Una
posizione comune, esposta in un documento in 30 punti i cui dettagli non
sono ancora stati resi noti, è il risultato dei colloqui tra i dirigenti
dell’opposizione somala, riuniti nella capitale eritrea, Asmara, per il
‘Congresso somalo per la liberazione e la ricostruzione’. Secondo il
portavoce Zekaria Mahmoud Abdu, l’accordo raggiunto dai partecipanti
servirà a mandare via le truppe di Addis Abeba dispiegate in Somalia a
sostegno del governo di transizione di Abdullahi Yussuf contro le Corti
islamiche, che presero il potere tra giugno e dicembre 2006. I
partecipanti alla riunione accusano i soldati “invasori” di “atrocità”

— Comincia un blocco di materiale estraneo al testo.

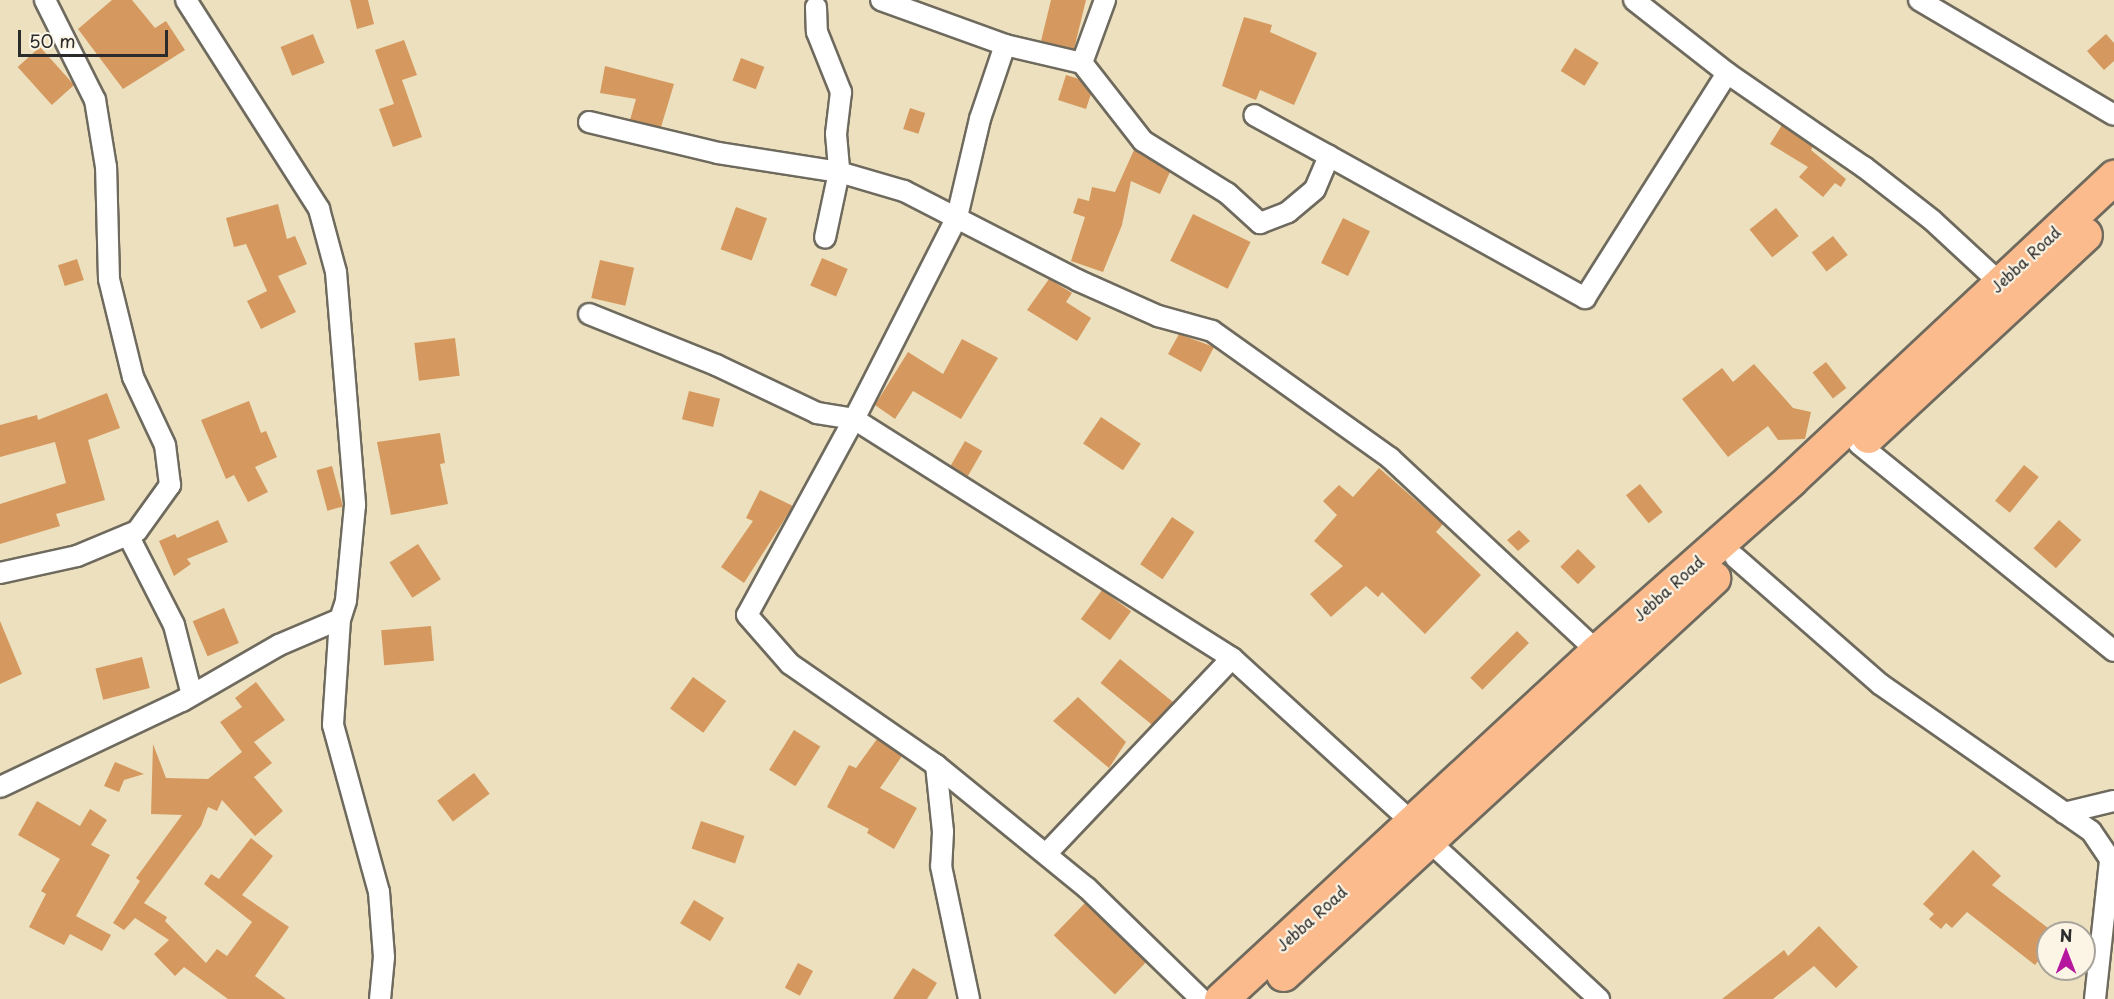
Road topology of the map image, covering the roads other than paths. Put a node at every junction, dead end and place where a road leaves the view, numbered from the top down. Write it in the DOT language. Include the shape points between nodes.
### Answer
graph roads {
  1 [pos="45,0"];
  2 [pos="186,0"];
  3 [pos="881,0"];
  4 [pos="1105,0"];
  5 [pos="1634,0"];
  6 [pos="1919,0"];
  7 [pos="816,7"];
  8 [pos="1005,45"];
  9 [pos="1083,63"];
  10 [pos="1727,73"];
  11 [pos="1254,115"];
  12 [pos="2114,115"];
  13 [pos="590,122"];
  14 [pos="1329,156"];
  15 [pos="839,172"];
  16 [pos="2114,177"];
  17 [pos="2114,207"];
  18 [pos="957,217"];
  19 [pos="825,238"];
  20 [pos="2000,283"];
  21 [pos="589,314"];
  22 [pos="854,419"];
  23 [pos="1860,444"];
  24 [pos="128,535"];
  25 [pos="1735,557"];
  26 [pos="0,573"];
  27 [pos="340,619"];
  28 [pos="1597,651"];
  29 [pos="2114,651"];
  30 [pos="1232,658"];
  31 [pos="192,695"];
  32 [pos="936,765"];
  33 [pos="0,787"];
  34 [pos="2114,801"];
  35 [pos="2064,813"];
  36 [pos="1422,833"];
  37 [pos="1046,854"];
  38 [pos="2112,862"];
  39 [pos="380,999"];
  40 [pos="969,999"];
  41 [pos="1201,999"];
  42 [pos="1221,999"];
  43 [pos="1255,999"];
  44 [pos="1599,999"];
  45 [pos="2095,999"];
  1 -- 24 [label="street" via="70,57 95,100 106,167 109,279 133,377 165,445 170,484 137,531"];
  2 -- 27 [label="street" via="319,209 336,272 355,505 346,600"];
  3 -- 8 [label="street"];
  4 -- 9 [label="street"];
  5 -- 10 [label="street"];
  6 -- 12 [label="street"];
  7 -- 15 [label="street" via="817,32 841,92 836,134"];
  8 -- 9 [label="street"];
  8 -- 18 [label="street" via="980,119"];
  9 -- 14 [label="street" via="1143,141 1227,193 1260,223 1288,212 1315,189"];
  10 -- 14 [label="street" via="1586,298"];
  10 -- 20 [label="street" via="1932,219"];
  11 -- 14 [label="street"];
  13 -- 15 [label="street" via="718,153"];
  15 -- 18 [label="street" via="904,191"];
  15 -- 19 [label="street"];
  16 -- 20 [label="highway, Jebba Road"];
  17 -- 23 [label="highway, Jebba Road"];
  18 -- 22 [label="street"];
  18 -- 28 [label="street" via="1077,280 1158,316 1212,330 1266,366 1390,458"];
  20 -- 28 [label="highway, Jebba Road" via="1790,480"];
  21 -- 22 [label="street" via="716,365 817,413"];
  22 -- 30 [label="street"];
  22 -- 32 [label="street" via="747,615 790,664"];
  23 -- 25 [label="highway, Jebba Road"];
  23 -- 29 [label="street"];
  24 -- 26 [label="street" via="77,556"];
  24 -- 31 [label="street" via="174,625"];
  25 -- 35 [label="street" via="1880,684"];
  25 -- 36 [label="highway, Jebba Road"];
  27 -- 31 [label="street" via="279,645"];
  27 -- 39 [label="street" via="333,725 379,892 384,957"];
  28 -- 36 [label="highway, Jebba Road"];
  30 -- 36 [label="street"];
  30 -- 37 [label="street"];
  31 -- 33 [label="street"];
  32 -- 37 [label="street"];
  32 -- 40 [label="street" via="943,832 941,866"];
  34 -- 35 [label="street"];
  35 -- 38 [label="street" via="2091,831"];
  36 -- 42 [label="highway, Jebba Road"];
  36 -- 43 [label="highway, Jebba Road"];
  36 -- 44 [label="street"];
  37 -- 41 [label="street" via="1087,888"];
  38 -- 45 [label="street"];
}
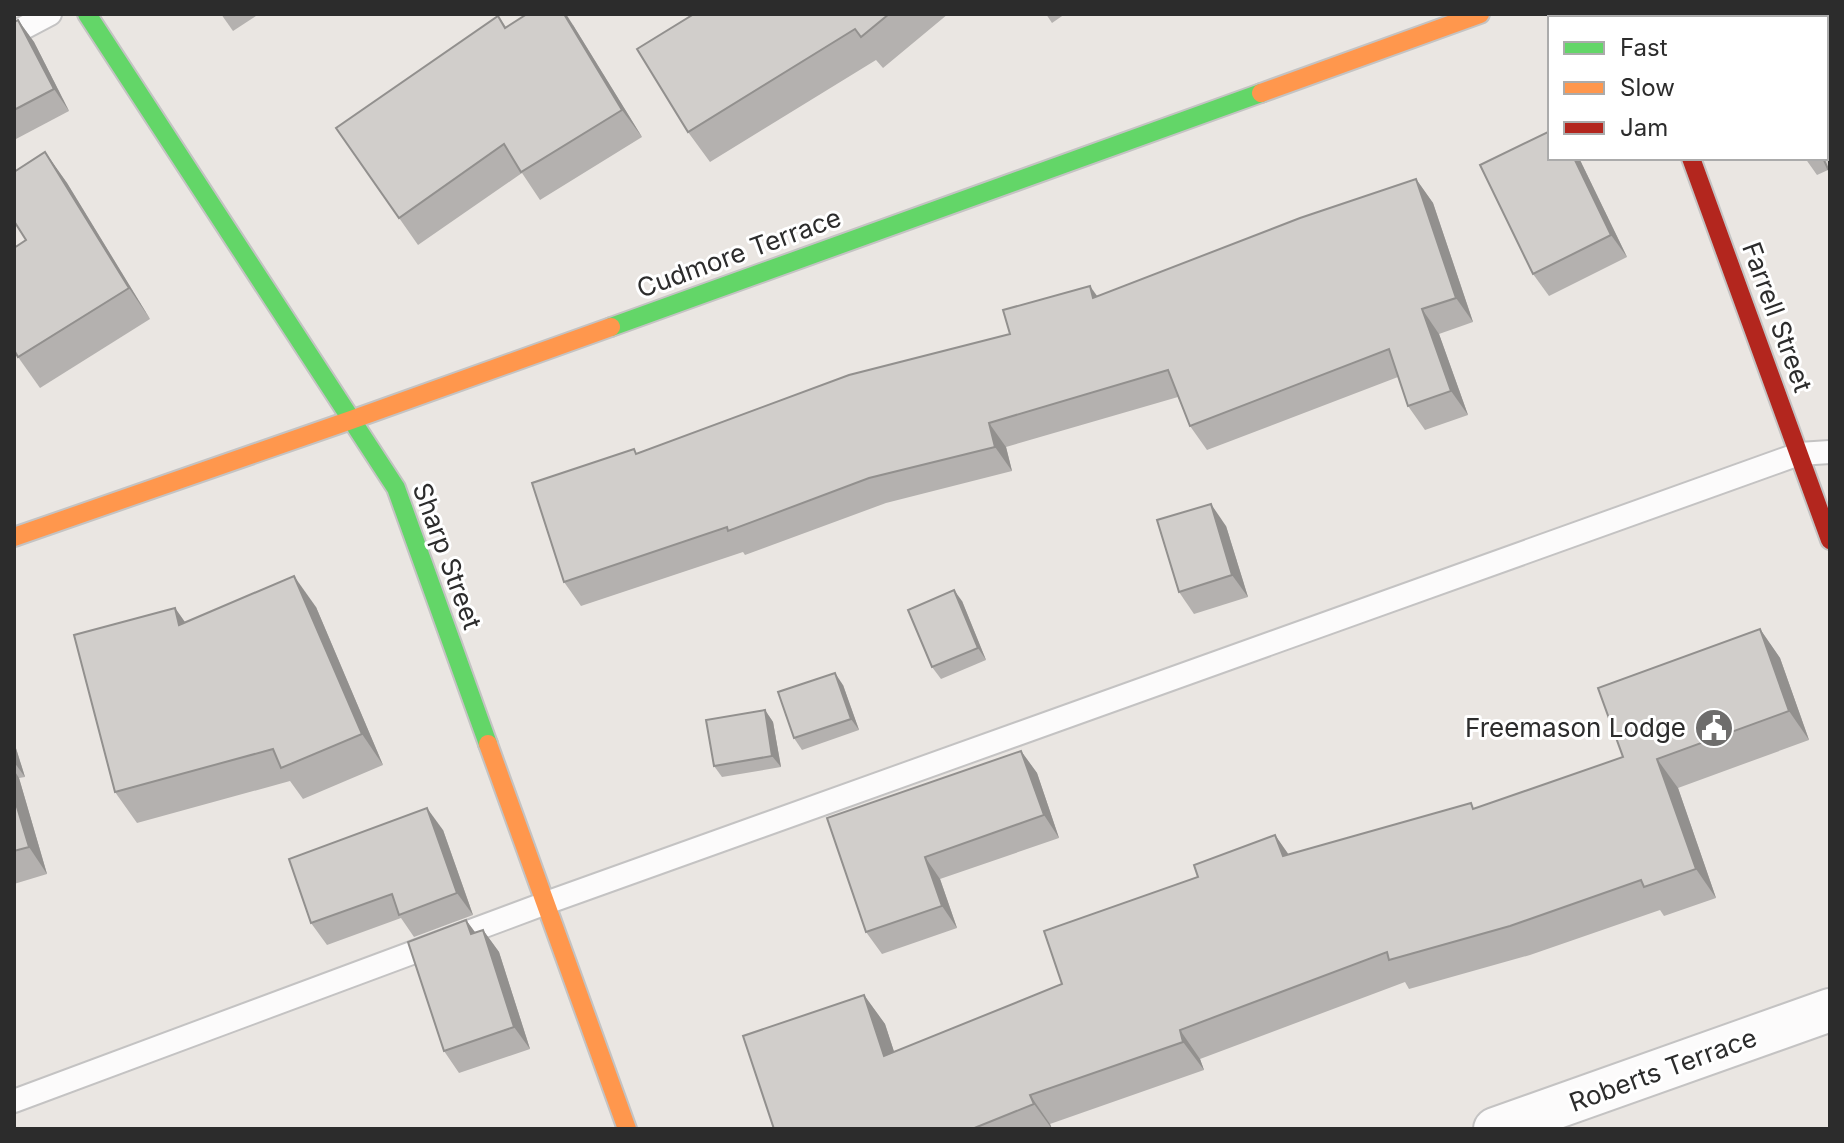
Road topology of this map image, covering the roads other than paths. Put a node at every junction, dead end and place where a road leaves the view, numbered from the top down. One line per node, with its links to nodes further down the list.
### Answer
1 (50, 14): 4 (lane)
2 (87, 14): 6 (street, Sharp Street)
3 (1480, 14): 6 (street, Cudmore Terrace)
4 (14, 33)
5 (1692, 160): 8 (street, Farrell Street)
6 (351, 420): 9 (street, Cudmore Terrace); 11 (street, Sharp Street)
7 (1830, 452): 8 (lane)
8 (1799, 454): 10 (street, Farrell Street); 11 (lane)
9 (14, 537)
10 (1830, 540)
11 (546, 903): 13 (lane); 14 (street, Sharp Street)
12 (1830, 1010): 15 (street, Roberts Terrace)
13 (14, 1101)
14 (627, 1129)
15 (1495, 1129)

commesse a Mogadiscio. Zekaria ha aggiunto che dal Congresso nascerà
un’organizzazione, composta da un consiglio centrale, un presidente e un
segretario. Apprezzamento è stato espresso per le parole di Patrizia
Sentinelli, vice-ministro italiano agli Esteri, che durante la riunione
a Roma del ‘Gruppo di contatto internazionale sulla Somalia’ (Gci) aveva
sottolineato la drammaticità della situazione in Somalia e sostenuto il
potenziamento e il totale dispiegamento della missione dell’unione
africana (Amisom) che “aiuterà a creare le condizioni per il ritiro
degli etiopici”. Intanto da Mogadiscio, fonti somale riferiscono che uno
scontro è avvenuto ieri sera davanti all’ex-ministero della Difesa,
nella zona sud della città; si ignora se i combattimenti, probabilmente
tra soldati di Addis Abeba a insorti, hanno provocato vittime. Nella
giornata di ieri, una vasta operazione di rastrellamento era stata
condotta da militari somali ed etiopi nel mercato di Bakara, il più
grande nell’area meridionale della capitale, dove un centinaio di
persone sono state uccise in attacchi o attentati negli ultimi tre mesi.